Solved: How long is a Lan2Lan VPN UP?

Oscar Cardiel · ‎04-01-2014

I guys,

I need to kwon how long we have already working UP a site-to-site VPN tunnel between two ASRs or how long it is UP without any disconnection. Do you know how could I check it?

Thank you very much in advance for your suggest

Oscar Cardiel

Marvin Rhoads · ‎04-01-2014

I don't have a router with active VPN to check on and confirm at the moment but I believe if you add the "detail" keyword at the end of "show crypto isakmp sa" or "show crypto ipsec sa" it will show you the lifetime to date of the tunnel.

The command reference (link) indicates it should return the "lifetime" field.

View solution in original post

Marvin Rhoads · ‎04-01-2014

A couple of show commands will indicate the status of Phase 1 and Phase 2 security associations (SAs):

show crypto isakmp sa

show crypto ipsec sa

In order to see the time you'd need to either dedug during establishment or check the log for establishment time. I believe the default is 86400 seconds for phase 1 and 3600 seconds for phase 2. As long as there is interesting traffic and no clearing of the connection (and connectivity of cousrse), those will automatically be renewed.

See the following for more info:

http://www.cisco.com/c/en/us/support/docs/security-vpn/ipsec-negotiation-ike-protocols/5409-ipsec-debug-00.html#isakmp_sa

Oscar Cardiel · ‎04-01-2014

Hi,

That’s a good point about timing of remaining key but I wanted to say I am if exist any command to check straight away if the ipsec tunnel is working perfectly for 2 hours or 5 hours or 4 days without any loss of service.
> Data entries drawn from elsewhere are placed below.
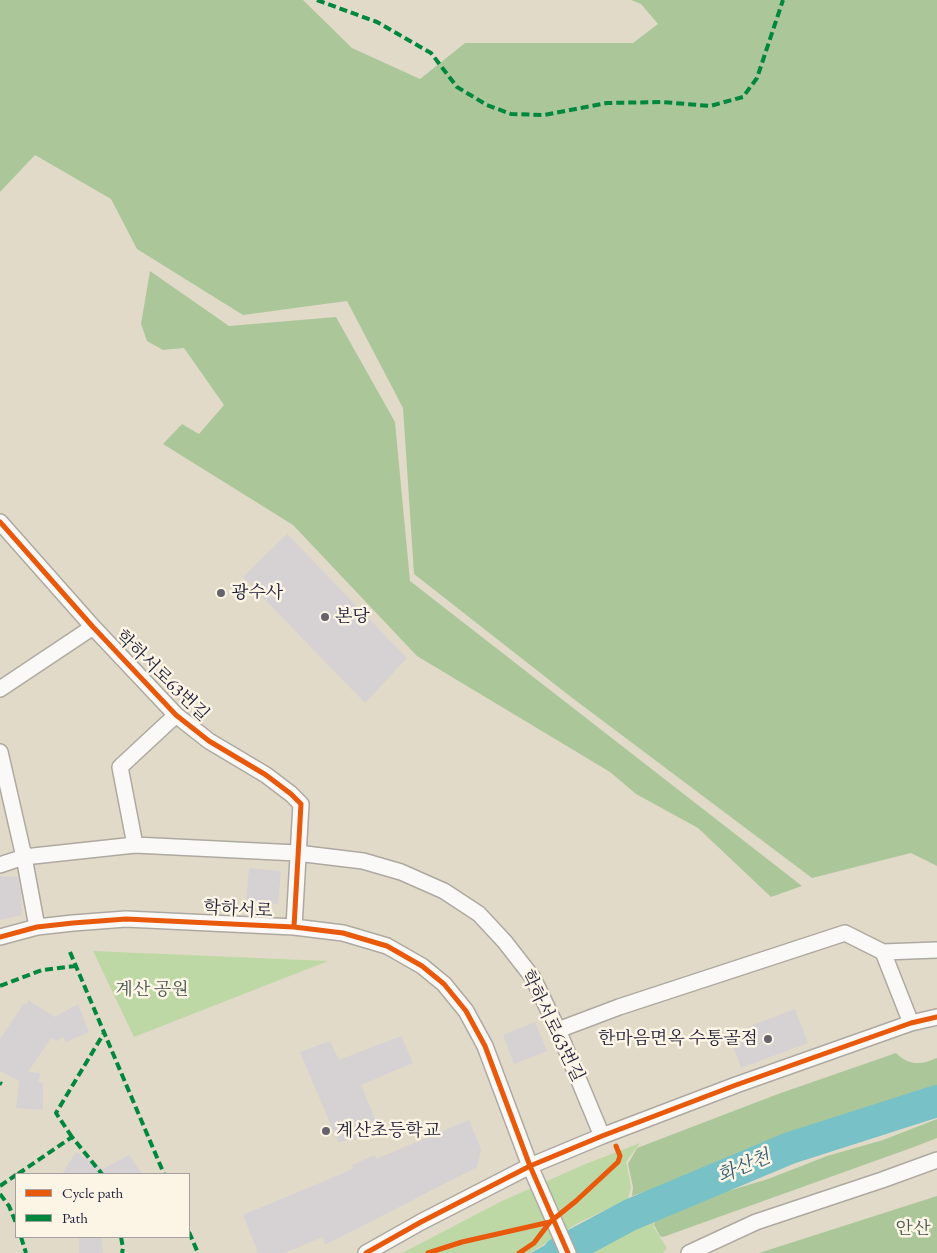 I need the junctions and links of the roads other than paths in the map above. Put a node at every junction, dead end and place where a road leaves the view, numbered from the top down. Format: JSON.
{"nodes":[{"id":1,"x":0,"y":522,"type":"edge"},
{"id":2,"x":93,"y":627,"type":"junction"},
{"id":3,"x":0,"y":689,"type":"edge"},
{"id":4,"x":176,"y":715,"type":"junction"},
{"id":5,"x":0,"y":752,"type":"edge"},
{"id":6,"x":135,"y":845,"type":"junction"},
{"id":7,"x":297,"y":853,"type":"junction"},
{"id":8,"x":24,"y":857,"type":"junction"},
{"id":9,"x":0,"y":864,"type":"edge"},
{"id":10,"x":294,"y":927,"type":"junction"},
{"id":11,"x":37,"y":928,"type":"junction"},
{"id":12,"x":0,"y":937,"type":"edge"},
{"id":13,"x":937,"y":950,"type":"edge"},
{"id":14,"x":883,"y":952,"type":"junction"},
{"id":15,"x":937,"y":1017,"type":"edge"},
{"id":16,"x":911,"y":1023,"type":"junction"},
{"id":17,"x":558,"y":1030,"type":"junction"},
{"id":18,"x":602,"y":1136,"type":"junction"},
{"id":19,"x":937,"y":1160,"type":"edge"},
{"id":20,"x":530,"y":1166,"type":"junction"},
{"id":21,"x":366,"y":1253,"type":"edge"},
{"id":22,"x":568,"y":1253,"type":"edge"},
{"id":23,"x":689,"y":1253,"type":"edge"}],
"edges":[{"from":1,"to":2,"type":"street","name":"학하서로63번길"},
{"from":2,"to":3,"type":"street"},
{"from":2,"to":4,"type":"street","name":"학하서로63번길"},
{"from":4,"to":6,"type":"street"},
{"from":4,"to":7,"type":"street","name":"학하서로63번길"},
{"from":5,"to":8,"type":"street"},
{"from":6,"to":7,"type":"street"},
{"from":6,"to":8,"type":"street"},
{"from":7,"to":10,"type":"street","name":"학하서로63번길"},
{"from":7,"to":17,"type":"street","name":"학하서로63번길"},
{"from":8,"to":9,"type":"street"},
{"from":8,"to":11,"type":"street"},
{"from":10,"to":11,"type":"street","name":"학하서로"},
{"from":10,"to":20,"type":"street","name":"학하서로"},
{"from":11,"to":12,"type":"street","name":"학하서로"},
{"from":13,"to":14,"type":"street"},
{"from":14,"to":16,"type":"street"},
{"from":14,"to":17,"type":"street"},
{"from":15,"to":16,"type":"street"},
{"from":16,"to":18,"type":"street"},
{"from":17,"to":18,"type":"street","name":"학하서로63번길"},
{"from":18,"to":20,"type":"street"},
{"from":19,"to":23,"type":"street"},
{"from":20,"to":21,"type":"street"},
{"from":20,"to":22,"type":"street","name":"학하서로"}]}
Do you know if is it possible to check?

Thanks a lot, Marvin.

Marvin Rhoads · ‎04-01-2014

I don't have a router with active VPN to check on and confirm at the moment but I believe if you add the "detail" keyword at the end of "show crypto isakmp sa" or "show crypto ipsec sa" it will show you the lifetime to date of the tunnel.

The command reference (link) indicates it should return the "lifetime" field.